Visso nelle Marche/ Macerata, la “perla” dei Monti Sibillini rinasce dopo il sisma

Visso nelle Marche: si trova in provincia di Macerata, il borgo definito come la “perla” dei Monti Sibillini e che dopo il devastante sisma del 2016 cerca faticosamente di rinascere…

Visso, nelle Marche
Visso, nelle Marche (Facebook, 2019)

Visso, nelle Marche, è un borgo incastonato tra i Monti Sibillini e di cui è considerato giustamente una delle “perle” nonostante il drammatico sisma che ha colpito questa regione, ma non solo, nel 2016 e che in parte ne ha devastato il centro storico: si trova infatti in provincia di Macerata questo piccolo paesino di qualche centinaio di anime (nell’ultimo censimento erano circa 1000 gli abitanti) che, ad un’altezza di 607 metri sul livello del mare e attraversato da tre fiumi, è custodito all’interno dell’area protetta del Parco Nazionale dei Monti Sibillini, è annoverato non solo tra i cosiddetti Borghi Più Belli d’Italia ma è capace pure di fregiarsi della prestigiosa Bandiera Arancione da parte del Touring Club. E proprio le sue bellezze e il passato ricco di storia sperano presto di tornare a splendere e a lasciarsi alle spalle i fatti del 2016 che hanno messo in ginocchio tutto il Centro della penisola e che, nel caso di Visso, hanno danneggiato il locale Museo Diocesano e anche la Chiesa di Sant’Agostino.

LA STORIA DEL COMUNE DI VISSO

La lunga storia del comune di Visso (sul cui nome esistono diverse ipotesi, tra cui alcune che confinano con la leggenda: si pensa a un insediamento pre-romano conosciuto poi come Vicus Elacensis) comincia molto prima della dominazione Romana anche se è a quest’epoca che risalgono i primi reperti archeologici giunti fino a noi. Come molti altri centri della zona, nel V secolo d.C. passò prima sotto il controllo del Ducato di Spoleto e quindi dei Longobardi, successivamente sotto l’egida papale e poi dei francesi. Dopo l’anno Mille cominciò comunque un periodo di grande instabilità, fatto di saccheggi (uno di questi fu ribattezzato “la ruina di Visso”) e anche piccole schermaglie belliche attorno al 1500 coi centri montani vicini per contendersi alcuni appezzamenti di terra coltivabili a valle. Prima che le truppe napoleoniche subentrassero nel governo locale, il borgo di Visso era diviso in cinque contrade chiamate “guaite” mentre, venendo ai giorni nostri, Visso passò definitivamente alle Marche, staccandosi dall’Umbria, solo dopo la nascita del Regno d’Italia: è storia recente, invece, la costituzione nel 1993 del Parco Nazionale dei Monti Sibillini di cui Visso è la sede e poi le tre scosse (definite proprio dall’INGV “sequenza sismica Amatrice-Norcia-Visso”) verificatesi negli ultimi giorni dell’ottobre 2016 che ne danneggiarono il centro storico e alcuni edifici simbolo.

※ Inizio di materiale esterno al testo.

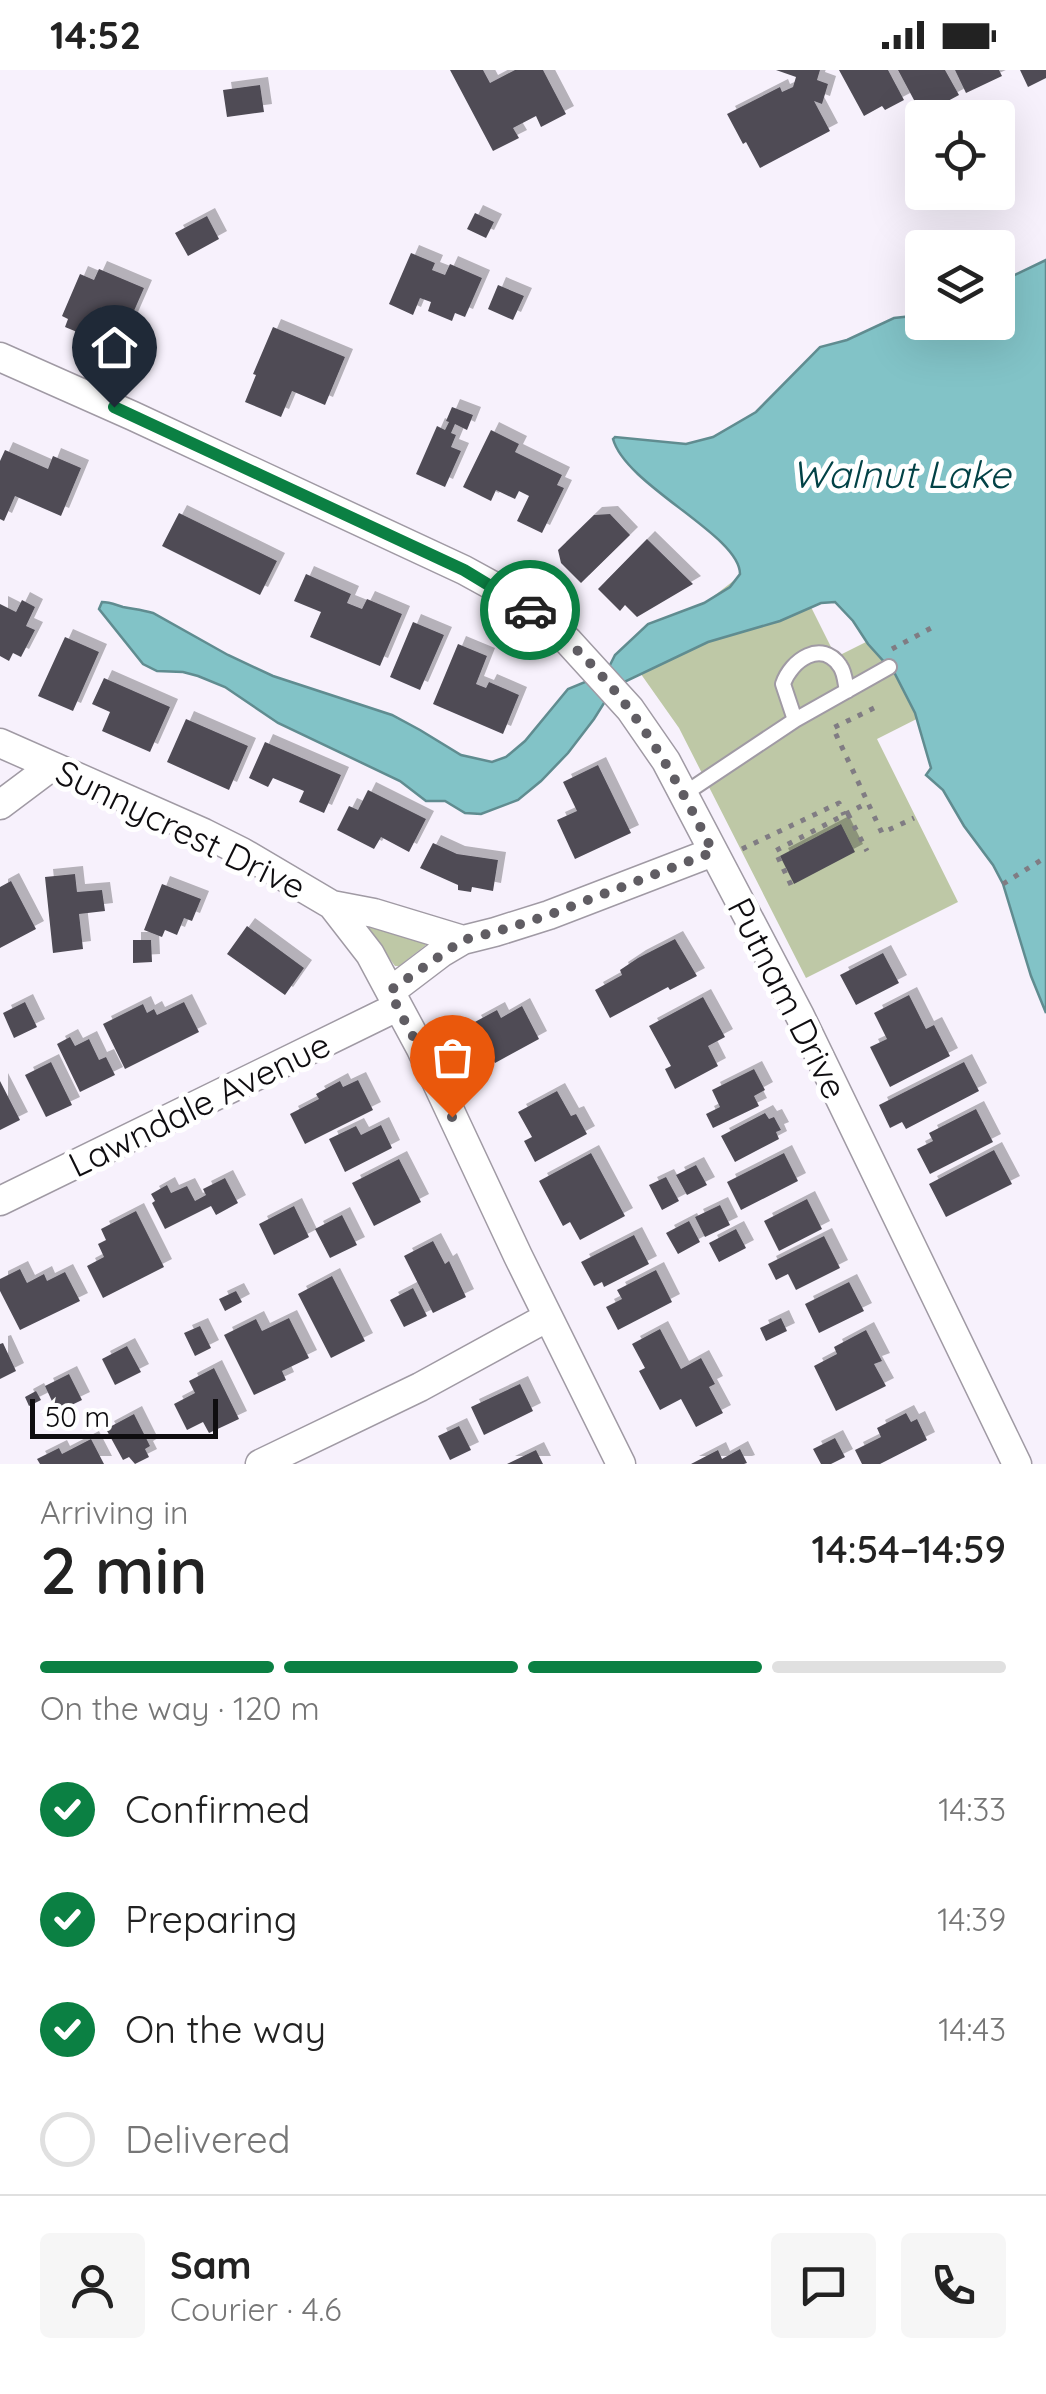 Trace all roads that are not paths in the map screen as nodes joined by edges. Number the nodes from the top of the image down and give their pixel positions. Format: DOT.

CIO’ CHE RESTA DOPO IL SISMA DEL 2016

Visitare oggi Visso vuol dire immergersi in uno scenario al tempo stesso suggestivo e nostalgico, tra le bellezze che ancora resistono, un’atmosfera medievale e i bellissimi scorsi che il borgo offre sul territorio circostante da una parte e dall’altra tra le rovine ad alcuni edifici cittadini e che hanno richiesto pure in passato l’intervento da parte dei “Caschi Blu della Cultura” per recuperare tra le macerie della Chiesa di San Francesco quello che è un affresco probabilmente riconducibile all’artista cinquecentesco Paolo da Visso. Ad ogni modo il suo centro storico ancora adesso presenta chicche quali portoni antichi in pietra, le mura medievali, edifici risalenti al Rinascimento: basti pensare alla bella Piazza dei Martiri Vissani (che per un gioco di prospettive sembra più grande di quanto non sia davvero…) su cui si affaccia pure la collegiata di Santa Maria in stile romanico-gotico e sul cui portale vi è una “Annunciazione” realizzata proprio da Paolo da Visso. Tra i luoghi che meritano una visita ricordiamo anche il Santuario di Macereto (ad alcuni chilometri dal centro), la già citata Chiesa di Sant’Agostino e il suo Museo, mentre tra gli edifici civili uno scatto va dedicato alla Rocca di San Giovanni con la torre che è quanto rimane dell’antica fortificazione distrutta nel 1300 da un altro terremoto, al Palazzo dei Priori, sede del Municipio, e anche Palazzo Leopardi che fu la dimora estiva da lontani parenti del poeta recanatese.